「ナチスに仕掛けたチェスゲーム」

スポンサーリンク
「ナチスに仕掛けたチェスゲーム」 映画・演劇
記事内にアフィリエイト広告が含まれています。
以下の内容は、いわゆる「ネタバレ」を含んでいます。

★ あらすじ

ヨーゼフ・バルトークは、ウィーンで公証人を務める“富裕層”の一人。妻と舞踏会でダンスを楽しむような生活を送っていた。しかし、そんな平和な日々が一転する。ヒトラー率いるドイツ軍がオーストリアに侵攻してきて、あっという間に国が併合されてしまったのだ。そして、彼はナチスのゲシュタポに目を付けられてしまう。公証人として、オーストリアの貴族たちの財産管理をしていた彼から、ゲシュタポは銀行口座を聞き出そうとしたのだ。その情報を知り、妻のアンナに海外渡航の切符を渡して別れた彼は、公証役場の事務所に向かう。そこで必要書類を焼却してしまった。だがその時、銀行口座に関する情報を彼の頭の中(記憶)に残しながら。

しかし、あっけなくゲシュタポに捉えられてしまう。連れてこられたのはウィーンの高級ホテル。ナチスはこのホテルを接収し、監禁・拷問のための施設にしていたのだ。待っていたのはゲシュタポのフランツ=ヨーゼフ・ベーム。ベームは暴力的な拷問を行わない。だが、彼のやり方はもっと恐ろしい物だった。ヨーゼフ・バルトークを402号室に閉じ込める。窓から見えるのは向かいの壁と何もない中庭だけ。外からの情報は一切遮断されている。毎日、同じメニューの食事を持ってくる兵士も、全く口をきかない。そう、それは時間感覚を奪い、意味のない生活を繰り返させるという“拷問”だったのだ。文学や芸術を愛するヨーゼフ・バルトークは精神的に追い詰められていく。そんな日、訊問のために部屋から出された隙に一冊の本を盗み出す。それはチェスの指南書だった。チェスなんかをやったことのないバルトークだったが、文字に、情報に飢えていた今の彼にはなによりの心の拠り所となる。

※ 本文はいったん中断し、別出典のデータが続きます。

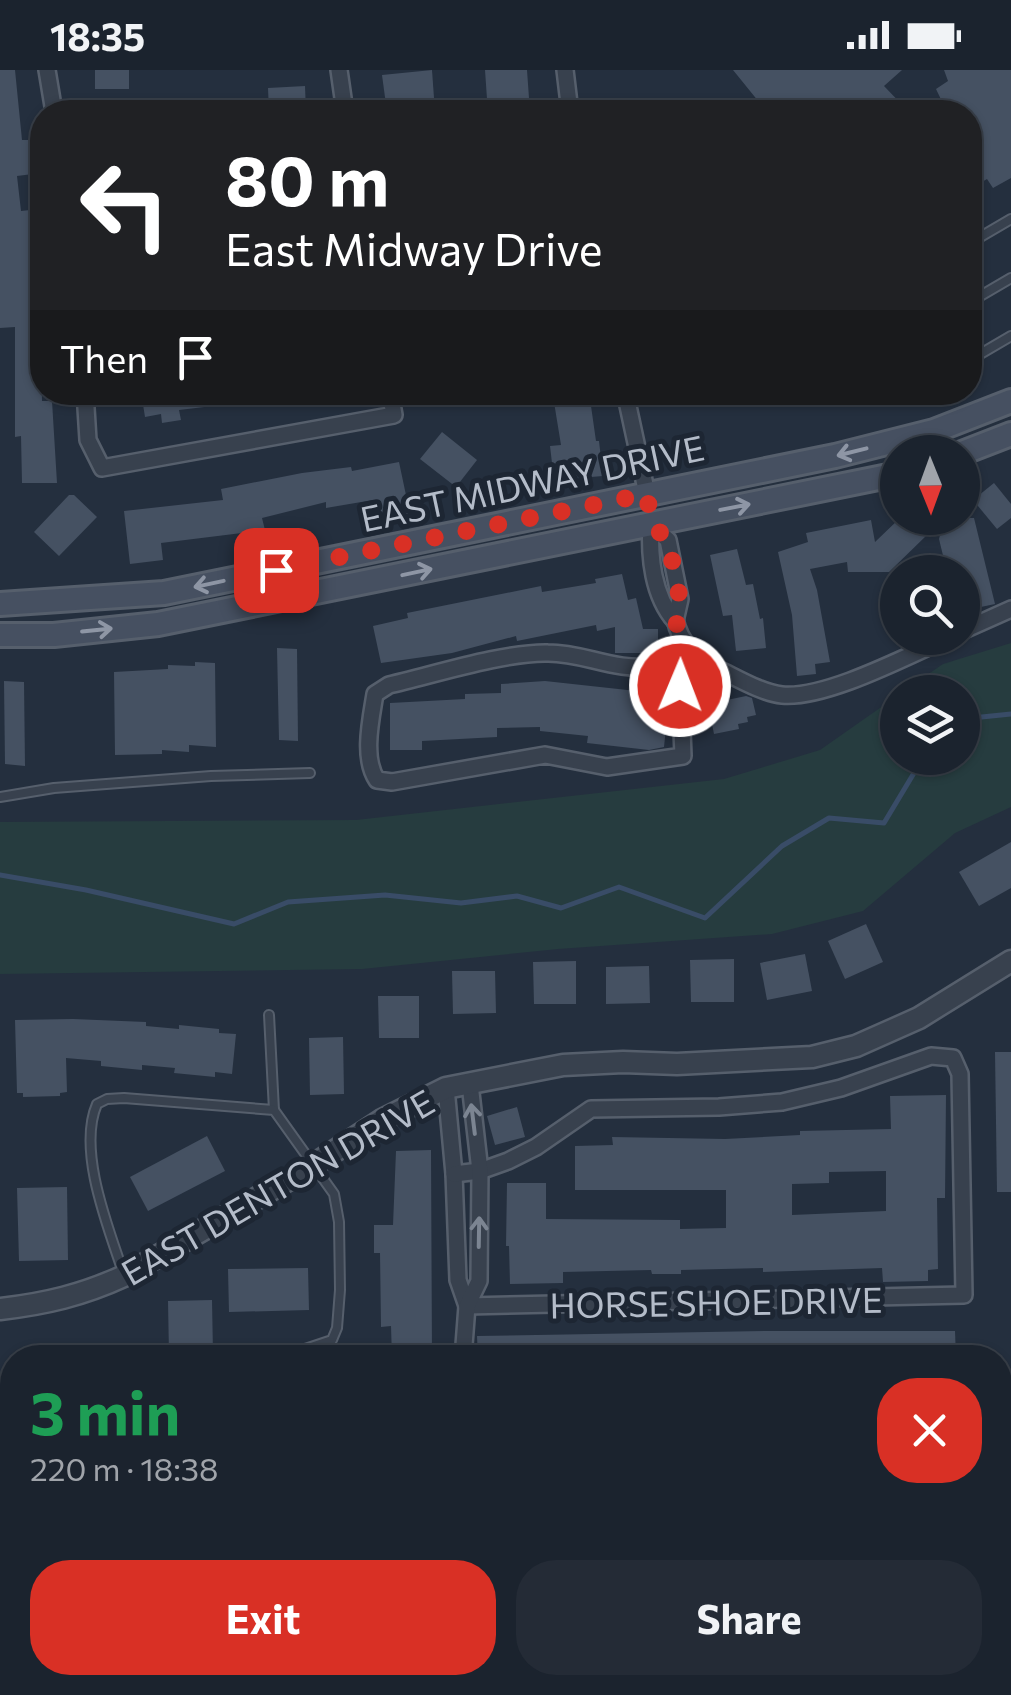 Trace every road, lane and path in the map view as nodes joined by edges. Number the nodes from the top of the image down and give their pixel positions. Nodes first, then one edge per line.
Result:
1 (47, 70) edge
2 (340, 70) edge
3 (565, 70) edge
4 (52, 100) edge
5 (344, 100) edge
6 (569, 100) edge
7 (1011, 220) edge
8 (982, 237) edge
9 (1011, 278) edge
10 (982, 295) edge
11 (1011, 336) edge
12 (982, 353) edge
13 (1011, 400) edge
14 (86, 405) edge
15 (392, 405) edge
16 (628, 405) edge
17 (1011, 434) edge
18 (980, 446) edge
19 (880, 478) edge
20 (647, 494) junction
21 (651, 524) junction
22 (0, 604) edge
23 (1011, 609) edge
24 (980, 623) edge
25 (0, 636) edge
26 (681, 647) junction
27 (911, 655) edge
28 (310, 773) dead end
29 (0, 797) edge
30 (1011, 961) edge
31 (269, 1015) dead end
32 (470, 1084) junction
33 (446, 1088) junction
34 (274, 1110) junction
35 (312, 1166) junction
36 (480, 1171) junction
37 (454, 1174) junction
38 (124, 1276) junction
39 (467, 1306) junction
40 (0, 1308) edge
41 (317, 1345) edge
42 (464, 1345) edge

1 - 4 street
2 - 5 street
3 - 6 street
7 - 8 lane
9 - 10 lane
11 - 12 lane
13 -> 20 main road, EAST MIDWAY DRIVE
14 - 15 street
16 - 20 street
17 - 18 main road
21 -> 19 main road, EAST MIDWAY DRIVE
20 - 21 main road
20 -> 22 main road, EAST MIDWAY DRIVE
25 -> 21 main road, EAST MIDWAY DRIVE
21 - 26 street
23 - 24 street
26 - 26 street
26 - 27 street
28 - 29 lane
30 - 32 street, EAST DENTON DRIVE
31 - 34 lane
32 - 33 street, EAST DENTON DRIVE
36 -> 32 street
33 - 35 street, EAST DENTON DRIVE
33 - 37 street
34 - 35 lane
34 - 38 lane
35 - 38 street, EAST DENTON DRIVE
35 - 41 lane
36 - 37 street
39 -> 36 street
36 - 39 street, HORSE SHOE DRIVE
37 - 39 street
38 - 40 street, EAST DENTON DRIVE
39 - 42 street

アメリカへと向かう豪華客船にヨーゼフ・バルトークは乗っていた。船内ではチェス大会が開かれている。ナチスの監禁中に覚えたチェスの腕を見込まれ、彼はチェスの世界王者と対戦することになる。行き詰まる熱戦となったチェスの試合。
だが、彼はどうやってナチスから逃れ、こうしてアメリカ行きの船に乗ることができたのだろうか。白熱のチェスの試合とともに、その謎が明らかとなっていく。

★ キャスト&スタッフ

  • 出演:Oliver Masucci, Albecht Schuch, Birgit Minichmayr, others
  • 監督:Philipp Stölzl
  • 脚本:Eldar Grigorian
  • 原作:Stefan Zweig
  • 音楽:Ingo Frenzel

★ 感想

ナチスはインテリに対しては精神的拷問を行っていた、という話を思い出した。意味のない単純作業を繰り返させられたりすると、インテリほど精神をおかしくしてしまうというものだ。かなり時間(期間)のかかるやり方なので、“非効率的”と思っていたのだが、この作品を観ると意外と効果的な方法だったのかな、と変に納得してしまった。

上記のあらすじではナチスに捉えられたシーンを順に記したが、実際の作品はそのシーンと客船内でのシーンが交互に描かれ、観ている方も時間感覚があやふやになってくる仕掛けとなっていた。そして、ナチスの“拷問”に精神的に追い詰められていく主人公の姿を観ていると、こちらまで息苦しくなってきそうだった。

ここまでしてナチスに抗った主人公だが、彼は何を守りたかったのだろうか。なんだかんだ言って他人の財産だ。それをここまでして守る義理はなかろう。では、ナチスに対して祖国を“売り渡す”ことができなかったのだろうか。それとも、この理不尽さに納得できなかっただけなのだろうか。もちろん(?)具体的に語られることはないが、その辺りがこの作品のキーポイントのようだ。
今現在、“隣国”のロシアは戦争を起こしている。他のアジアの国々もきな臭い話が多い。この映画の話も、昔話やどこかの国の話として済ませない未来が来るかもしれない。そう思うと、一人の市民としての自分がその立場になった時、果たしてどうするだろうかとも考えてしまう。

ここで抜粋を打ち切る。